1. What are the Basel Accords?

2. How are the Basel Accords implemented today?

  • The Basel Committee on Banking Supervision (BCBS) is one of several committees of the Bank for International Settlements (formed of the central banks of (now) 63 central banks and monetary authorities). Its mandate is concerned with developing global regulatory standards for banks. It was formed in 1930 and comprises 45 voluntary members from 28 jurisdictions.

  • The structure of BCBS comprises a chair that governs the activity of the Basel Committee, standing groups with specialised functions, and a Secretariat that provides administrative and analytical support to the Committee and its numerous working groups. The Secretariat also organises the drafting of standards. The BCBS reports to the Group of Central Bank Governors and Heads of Supervision (GHOS), which oversees and endorses major BCBS decisions.

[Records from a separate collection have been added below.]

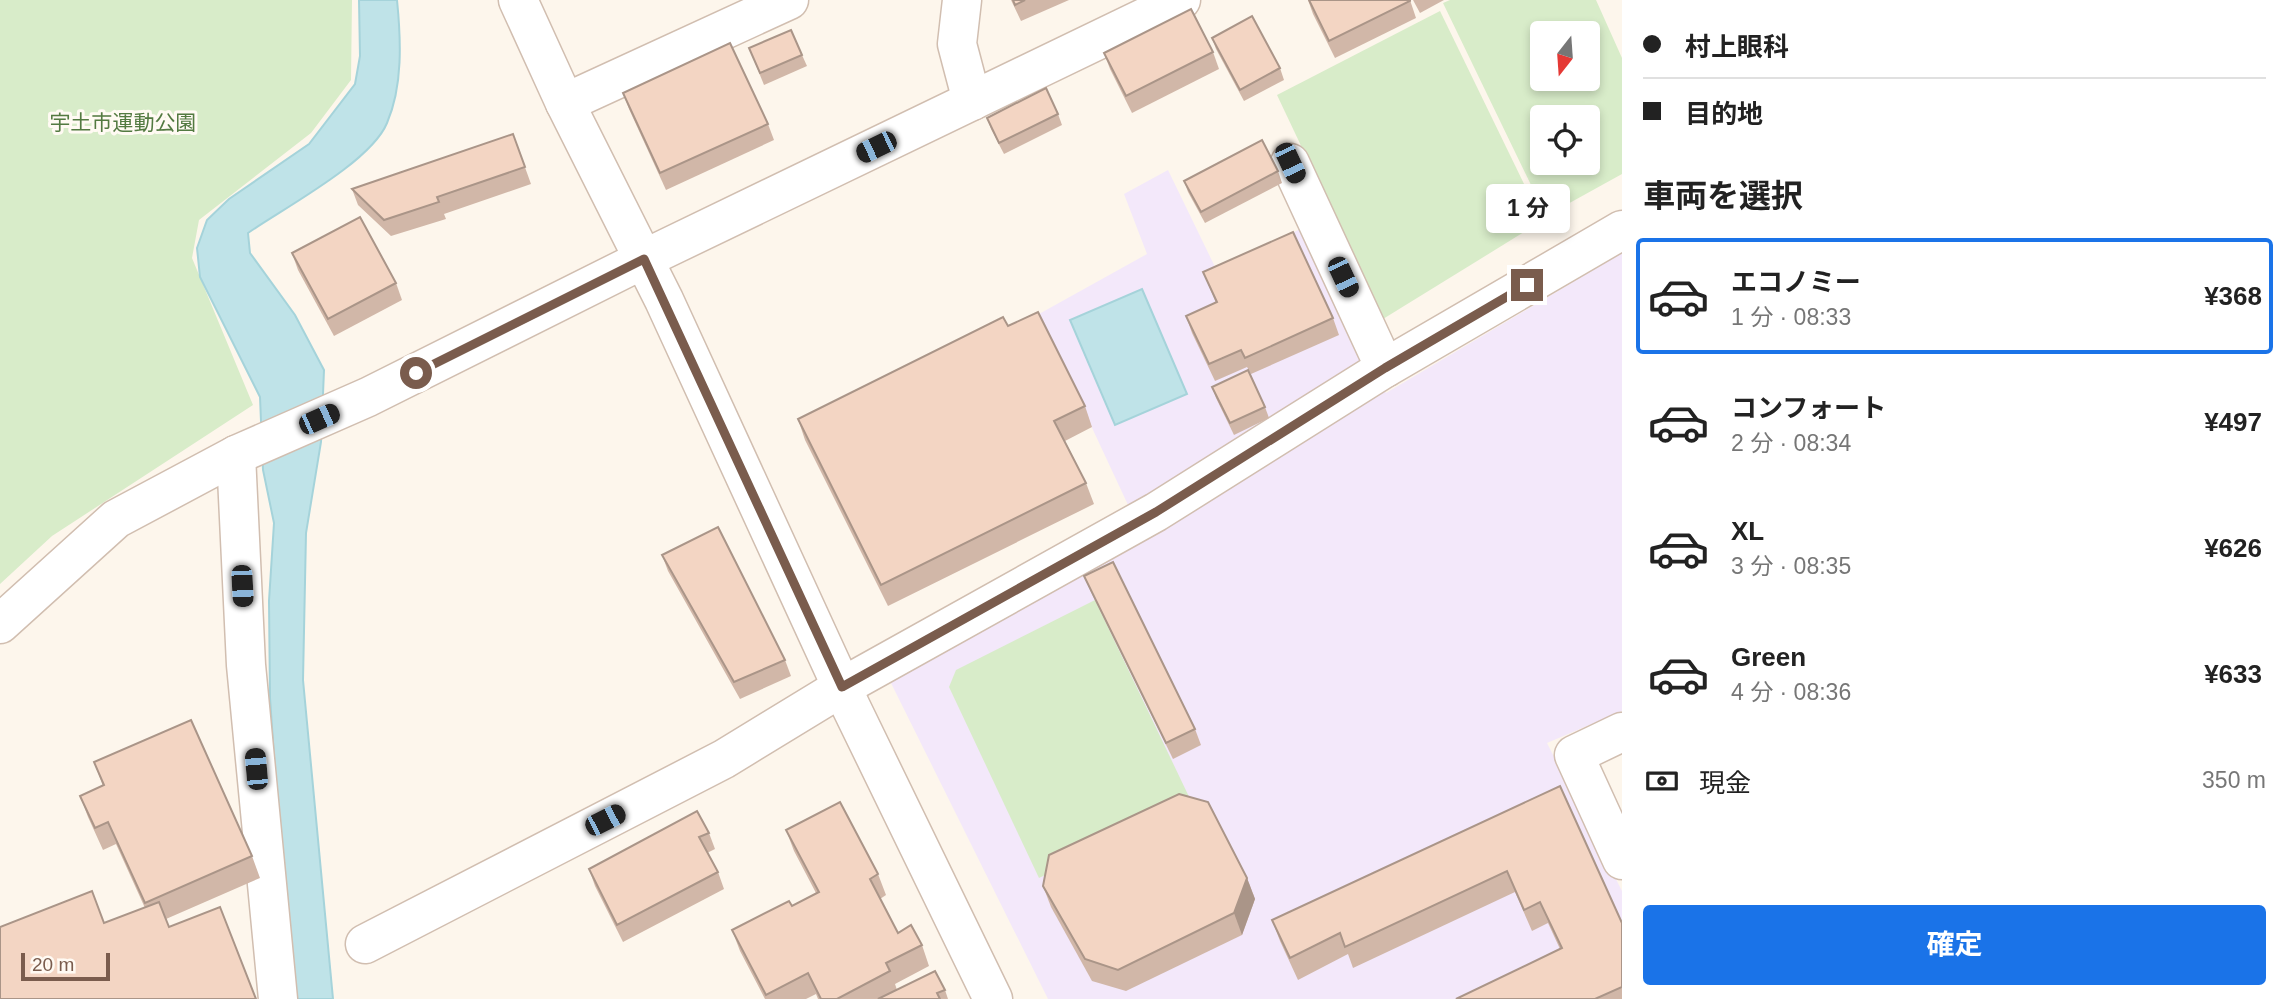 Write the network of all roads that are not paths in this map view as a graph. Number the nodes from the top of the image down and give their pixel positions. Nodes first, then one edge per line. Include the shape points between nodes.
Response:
1 (519, 0) edge
2 (789, 0) edge
3 (962, 0) edge
4 (1181, 0) edge
5 (972, 101) junction
6 (565, 103) junction
7 (1290, 163) dead end
8 (1622, 230) edge
9 (644, 259) junction
10 (1385, 368) junction
11 (253, 448) junction
12 (0, 624) edge
13 (842, 687) junction
14 (1622, 732) edge
15 (1622, 860) edge
16 (365, 944) dead end
17 (278, 999) edge
18 (993, 999) edge

1 - 6 street
2 - 6 street
3 - 5 street via 957,44
4 - 5 street
5 - 9 street
6 - 9 street
7 - 10 street
8 - 10 street
9 - 11 street via 368,397
9 - 13 street
10 - 13 street via 1156,512
11 - 12 street via 116,519
11 - 17 street via 246,665
13 - 16 street via 724,759
13 - 18 street
14 - 15 street via 1574,755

  • Its policy development is a messy process where many members of the BCBS itself consult widely with stakeholders for years to come to a consensus on priorities and standards. This consultation is extremely wide-ranging: involving regular meetings; policy proposals sought from non-members; working groups and task forces that take on specific research questions and aspects of standard development; regular communication with governments and central banks, and comments from the public. Consensus-forming is the central function of the Basel Committee: it maintains a flexible structure and process, ascertaining priorities and next steps as it continues to consult with its member states and its wider set of stakeholders, culminating in the publication of reports, updates to standards, and new standards when needed.

  • Basel members agree to adopt the Basel Accords, which they typically do, given all members are closely involved in developing standards. However, the Basel Accords have been adopted in over 100 jurisdictions (albeit to varying degrees of compliance) and even often applied to domestic banks, given it is now the norm in international financial regulation.

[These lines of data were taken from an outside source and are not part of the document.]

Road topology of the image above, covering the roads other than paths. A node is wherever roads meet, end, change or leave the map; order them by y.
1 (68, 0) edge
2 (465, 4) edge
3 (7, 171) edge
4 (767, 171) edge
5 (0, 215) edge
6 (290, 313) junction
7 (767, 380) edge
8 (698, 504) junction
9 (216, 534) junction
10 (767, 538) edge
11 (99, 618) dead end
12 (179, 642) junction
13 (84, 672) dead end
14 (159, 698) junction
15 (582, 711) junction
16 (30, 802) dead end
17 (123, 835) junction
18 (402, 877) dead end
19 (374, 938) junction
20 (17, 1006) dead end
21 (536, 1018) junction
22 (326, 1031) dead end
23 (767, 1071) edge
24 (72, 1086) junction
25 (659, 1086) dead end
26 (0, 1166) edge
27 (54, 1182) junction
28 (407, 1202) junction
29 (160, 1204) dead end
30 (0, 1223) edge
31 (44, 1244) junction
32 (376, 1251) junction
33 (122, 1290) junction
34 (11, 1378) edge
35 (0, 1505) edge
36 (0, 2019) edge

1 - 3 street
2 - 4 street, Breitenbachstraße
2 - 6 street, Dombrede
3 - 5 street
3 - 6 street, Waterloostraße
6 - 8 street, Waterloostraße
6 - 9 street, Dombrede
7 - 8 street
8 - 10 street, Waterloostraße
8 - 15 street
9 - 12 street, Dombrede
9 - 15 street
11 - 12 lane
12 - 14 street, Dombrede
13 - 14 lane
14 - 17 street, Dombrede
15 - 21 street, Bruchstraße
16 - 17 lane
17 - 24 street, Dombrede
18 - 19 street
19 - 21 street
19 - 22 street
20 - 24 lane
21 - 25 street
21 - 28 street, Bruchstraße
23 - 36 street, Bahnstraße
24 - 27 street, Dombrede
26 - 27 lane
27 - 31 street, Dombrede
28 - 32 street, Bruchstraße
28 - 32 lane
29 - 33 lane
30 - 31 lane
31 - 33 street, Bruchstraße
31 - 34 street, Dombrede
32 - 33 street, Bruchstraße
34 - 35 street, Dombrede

  • Basel members are responsible for implementing the Basel Accords, usually done via national legislation. States are responsible for enforcement (e.g. whether audits are held).

3. Why and how did the Basel Accords emerge?

  • Efforts to increase globalisation after World War II, yet consciousness about the economic risks involved (particularly given several banking crises had already occurred) led to increased international trade and several international organisations that attempted to ensure international stability—namely the IMF G10 and the European Economic Community.

  • International trade between Europe and the US led to large amounts of US dollars held in foreign accounts (the ‘Eurodollar’), and this market caused concern amongst central bankers and the aforementioned institutions. The IMF initially created the Euro-currency Standing Committee in April 1971, and a collection of central bankers at EEC organisations formed the informal Groupe de Contact in 1972 to discuss international regulation.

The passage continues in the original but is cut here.